Why should I buy term life insurance?
This is really about protecting your loved ones. Hopefully, nothing happens to you, but when something does, at least your children and spouse are not left to deal with your debts, funeral costs, etc. Therefore, a life insurance policy allows you to use the payout from a death to pay off credit card and debts since you can no longer generate the income to help the household. In some ways, you are giving your loved ones a chance to have some financial stability in the event that you pass away.
How do I determine if I should buy term life or permanent life insurance?
It really boils down to the premiums you can afford and the life events that you are expecting. If you want coverage for approximately more than 10 years, have the ability to pay the premiums over the years, then you may want to have a permanent life insurance. However, if you just want to cover life events up to a certain point and have a limited budget, then a term life insurance may be more suitable for you. You may also combine term and permanent life insurance so that the mix can provide you a coverage that is more than the budget that is allowed.
What kind of term life insurance are there?
Annual renewable term life insurance is for a period of 1 year and can be renewed. The problem with that is that every year, there is an assessment of insurability and if some terminal illness occurs during the period, the insurance company can reject your renewal. Therefore, if you want to protect against that, you want to be able to look for guaranteed reinsurability in the program.

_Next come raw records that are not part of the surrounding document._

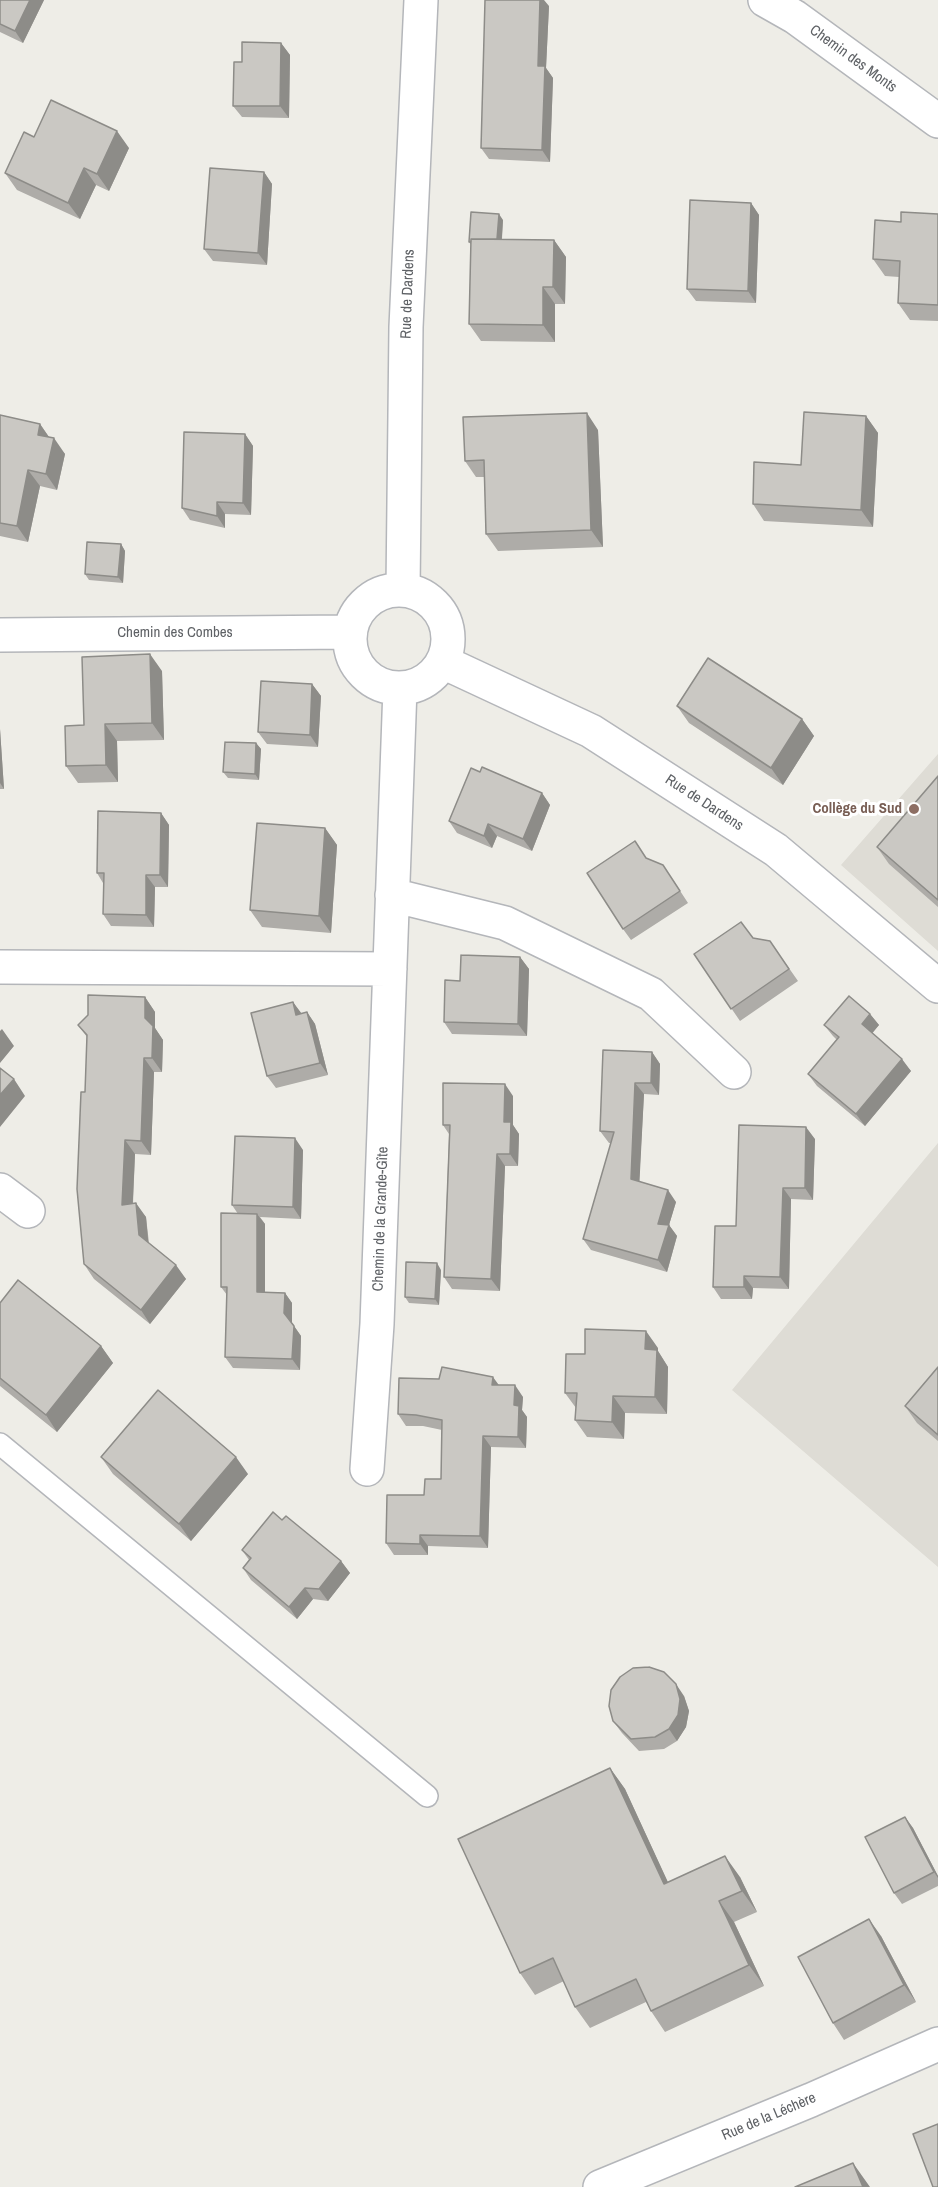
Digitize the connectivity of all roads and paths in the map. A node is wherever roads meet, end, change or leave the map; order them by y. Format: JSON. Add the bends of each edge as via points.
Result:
{"nodes":[{"id":1,"x":421,"y":0,"type":"edge"},
{"id":2,"x":765,"y":0,"type":"edge"},
{"id":3,"x":938,"y":121,"type":"edge"},
{"id":4,"x":403,"y":589,"type":"junction"},
{"id":5,"x":2,"y":632,"type":"edge"},
{"id":6,"x":350,"y":632,"type":"junction"},
{"id":7,"x":443,"y":662,"type":"junction"},
{"id":8,"x":400,"y":688,"type":"junction"},
{"id":9,"x":392,"y":895,"type":"junction"},
{"id":10,"x":0,"y":967,"type":"edge"},
{"id":11,"x":390,"y":969,"type":"junction"},
{"id":12,"x":938,"y":986,"type":"edge"},
{"id":13,"x":734,"y":1072,"type":"dead end"},
{"id":14,"x":0,"y":1190,"type":"edge"},
{"id":15,"x":28,"y":1211,"type":"dead end"},
{"id":16,"x":0,"y":1444,"type":"edge"},
{"id":17,"x":367,"y":1469,"type":"dead end"},
{"id":18,"x":427,"y":1796,"type":"dead end"},
{"id":19,"x":938,"y":2044,"type":"edge"},
{"id":20,"x":600,"y":2187,"type":"edge"}],
"edges":[{"from":1,"to":4,"type":"street","name":"Rue de Dardens","via":[[406,327]]},
{"from":2,"to":3,"type":"street","name":"Chemin des Monts","via":[[795,16]]},
{"from":4,"to":6,"type":"street","via":[[384,591],[367,600],[356,614]]},
{"from":4,"to":7,"type":"street","via":[[425,596],[441,613],[448,636]]},
{"from":5,"to":6,"type":"street","name":"Chemin des Combes"},
{"from":6,"to":8,"type":"street","via":[[351,653],[362,672],[379,684]]},
{"from":7,"to":8,"type":"street","via":[[417,685]]},
{"from":7,"to":12,"type":"street","name":"Rue de Dardens","via":[[591,731],[776,850]]},
{"from":8,"to":9,"type":"street","name":"Chemin de la Grande-Gîte"},
{"from":9,"to":11,"type":"street","name":"Chemin de la Grande-Gîte"},
{"from":9,"to":13,"type":"street","via":[[506,922],[651,994]]},
{"from":10,"to":11,"type":"street"},
{"from":11,"to":17,"type":"street","name":"Chemin de la Grande-Gîte","via":[[377,1324]]},
{"from":14,"to":15,"type":"street"},
{"from":16,"to":18,"type":"lane"},
{"from":19,"to":20,"type":"street","name":"Rue de la Léchère"}]}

Level term life insurance is for a guaranteed term such as 10,20 or 30 years. Again, if you need to renew the policy, insurability eligibility is required. It is not the norm to be able to borrow against a term life insurance.
What are some of the term life insurance companies out there?
To get an idea, you can go to State Farm Term Life Insurance. You can learn of the many features it provides there and then you can make a comparison with other companies. You should choose a feature that best suits your needs. For example, there are term life insurance that they offer that insures for a period of 5 years and then can be renewed for the same term at a high premium till age 85.
Other bigger term life insurance companies include:
MetLife
Prudential
HSBC
Mary Kay
You cannot borrow against a term life insurance. This is because term life insurance does not build up cash value unlike a whole life insurance. Therefore, it does not make sense to borrow against something that has no underlying value. It is the same question as asking if you can borrow against your car insurance. These insurance exists to pay out a benefit only when something happens, but will not refund you any value if nothing happens for the events they are covering for. Borrowing against a whole life insurance is possible though.